From the records below, copy each line that has the word "Rebecca" in it.

(Stored data)
= Beginning of Section =

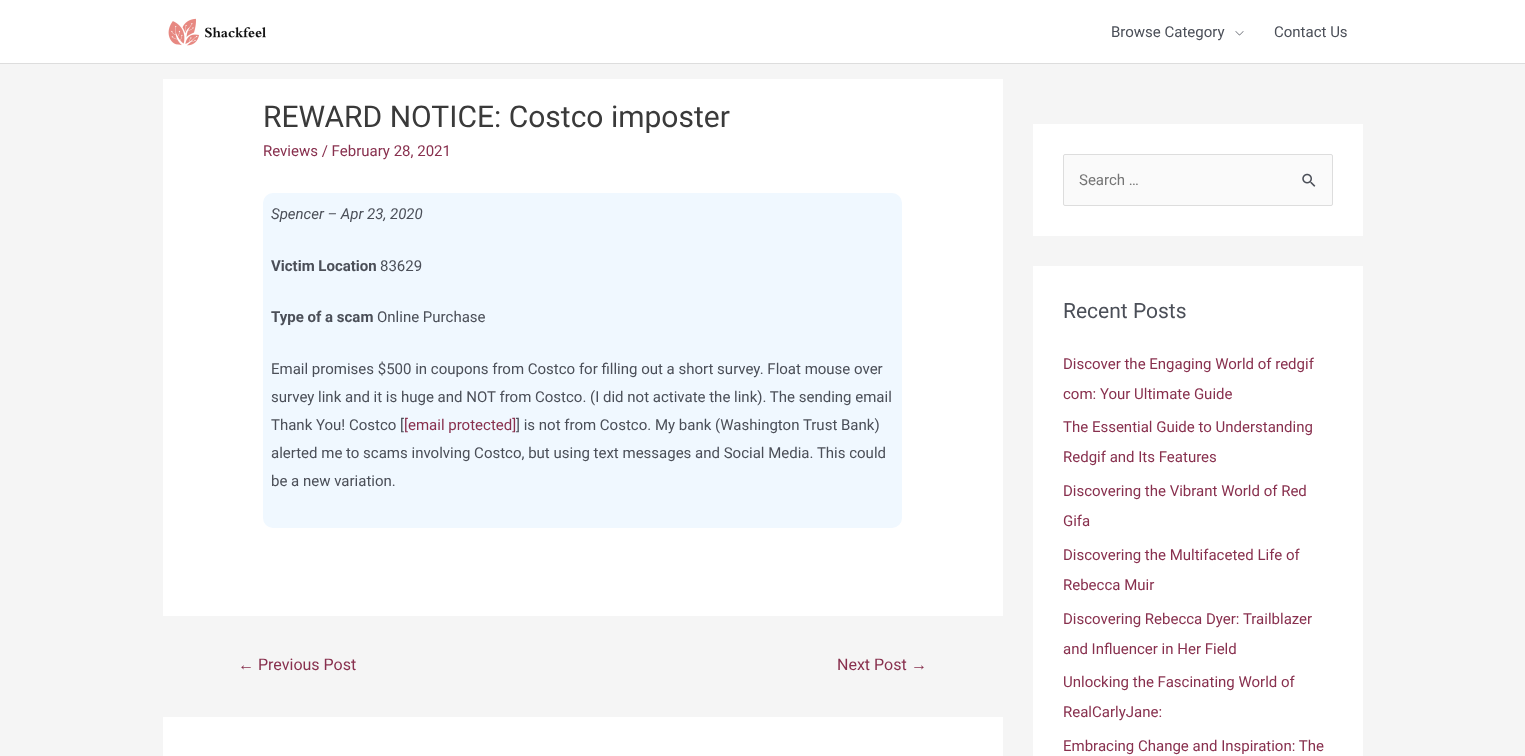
<svg xmlns="http://www.w3.org/2000/svg" width="1525" height="756">
	<rect width="100%" height="100%" fill="#F5F5F5" />
	<rect x="0" y="0" width="1525" height="63" fill="#FFFFFF" />
	<rect x="0" y="63" width="1525" height="1" fill="#DDDDDD" />
	<image x="168" y="18" width="98" height="28" href="assets/img1.png" />
	<text x="1111" y="37" font-family="Roboto" font-size="15" fill="#4B4F58">Browse Category</text>
	<image x="1235" y="31" width="9" height="5" href="assets/img2.png" />
	<text x="1274" y="37" font-family="Roboto" font-size="15" fill="#4B4F58">Contact Us</text>
	<rect x="163" y="79" width="840" height="537" fill="#FFFFFF" />
	<text x="263" y="127" font-family="Roboto" font-size="30" fill="#3A3A3A">REWARD NOTICE: Costco imposter</text>
	<text x="263" y="156" font-family="Roboto" font-size="15" fill="#88304E">Reviews / February 28, 2021</text>
	<rect x="263" y="193" width="639" height="335" rx="10" fill="#F0F8FF" />
	<text x="271" y="219" font-family="Roboto" font-size="15" font-style="italic" fill="#4B4F58">Spencer – Apr 23, 2020</text>
	<text x="271" y="271" font-family="Roboto" font-size="15" font-weight="700" fill="#4B4F58">Victim Location</text>
	<text x="380" y="271" font-family="Roboto" font-size="15" fill="#4B4F58">83629</text>
	<text x="271" y="322" font-family="Roboto" font-size="15" font-weight="700" fill="#4B4F58">Type of a scam</text>
	<g font-family="Roboto" font-size="15" fill="#4B4F58">
		<text x="377" y="322">Online Purchase</text>
		<text x="271" y="374">Email promises $500 in coupons from Costco for filling out a short survey. Float mouse over</text>
		<text x="271" y="402">survey link and it is huge and NOT from Costco. (I did not activate the link). The sending email</text>
		<text x="271" y="430">Thank You! Costco [</text>
	</g>
	<text x="404" y="430" font-family="Roboto" font-size="15" fill="#88304E">[email protected]</text>
	<g font-family="Roboto" font-size="15" fill="#4B4F58">
		<text x="516" y="430">] is not from Costco. My bank (Washington Trust Bank)</text>
		<text x="271" y="458">alerted me to scams involving Costco, but using text messages and Social Media. This could</text>
		<text x="271" y="486">be a new variation.</text>
	</g>
	<text x="238" y="670" font-family="Liberation Sans" font-size="16" fill="#88304E">←</text>
	<g font-family="Roboto" font-size="16" fill="#88304E">
		<text x="258" y="670">Previous Post</text>
		<text x="837" y="670">Next Post</text>
	</g>
	<text x="911" y="670" font-family="Liberation Sans" font-size="16" fill="#88304E">→</text>
	<rect x="163" y="717" width="840" height="39" fill="#FFFFFF" />
	<rect x="1033" y="124" width="330" height="112" fill="#FFFFFF" />
	<rect x="1063.5" y="154.5" width="269" height="51" rx="1.5" fill="#FAFAFA" stroke="#DDDDDD" />
	<text x="1079" y="185" font-family="Roboto" font-size="15" fill="#757575">Search …</text>
	<image x="1302" y="173" width="14" height="14" href="assets/img3.png" />
	<rect x="1033" y="266" width="330" height="490" fill="#FFFFFF" />
	<text x="1063" y="318" font-family="Roboto" font-size="21" fill="#4B4F58">Recent Posts</text>
	<g font-family="Roboto" font-size="15" fill="#88304E">
		<text x="1063" y="369">Discover the Engaging World of redgif</text>
		<text x="1063" y="399">com: Your Ultimate Guide</text>
		<text x="1063" y="432">The Essential Guide to Understanding</text>
		<text x="1063" y="462">Redgif and Its Features</text>
		<text x="1063" y="496">Discovering the Vibrant World of Red</text>
		<text x="1063" y="526">Gifa</text>
		<text x="1063" y="560">Discovering the Multifaceted Life of</text>
		<text x="1063" y="590">Rebecca Muir</text>
		<text x="1063" y="624">Discovering Rebecca Dyer: Trailblazer</text>
		<text x="1063" y="654">and Influencer in Her Field</text>
		<text x="1063" y="687">Unlocking the Fascinating World of</text>
		<text x="1063" y="717">RealCarlyJane:</text>
		<text x="1063" y="751">Embracing Change and Inspiration: The</text>
	</g>
</svg>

= End of Section =

Written answer:
		<text x="1063" y="590">Rebecca Muir</text>
		<text x="1063" y="624">Discovering Rebecca Dyer: Trailblazer</text>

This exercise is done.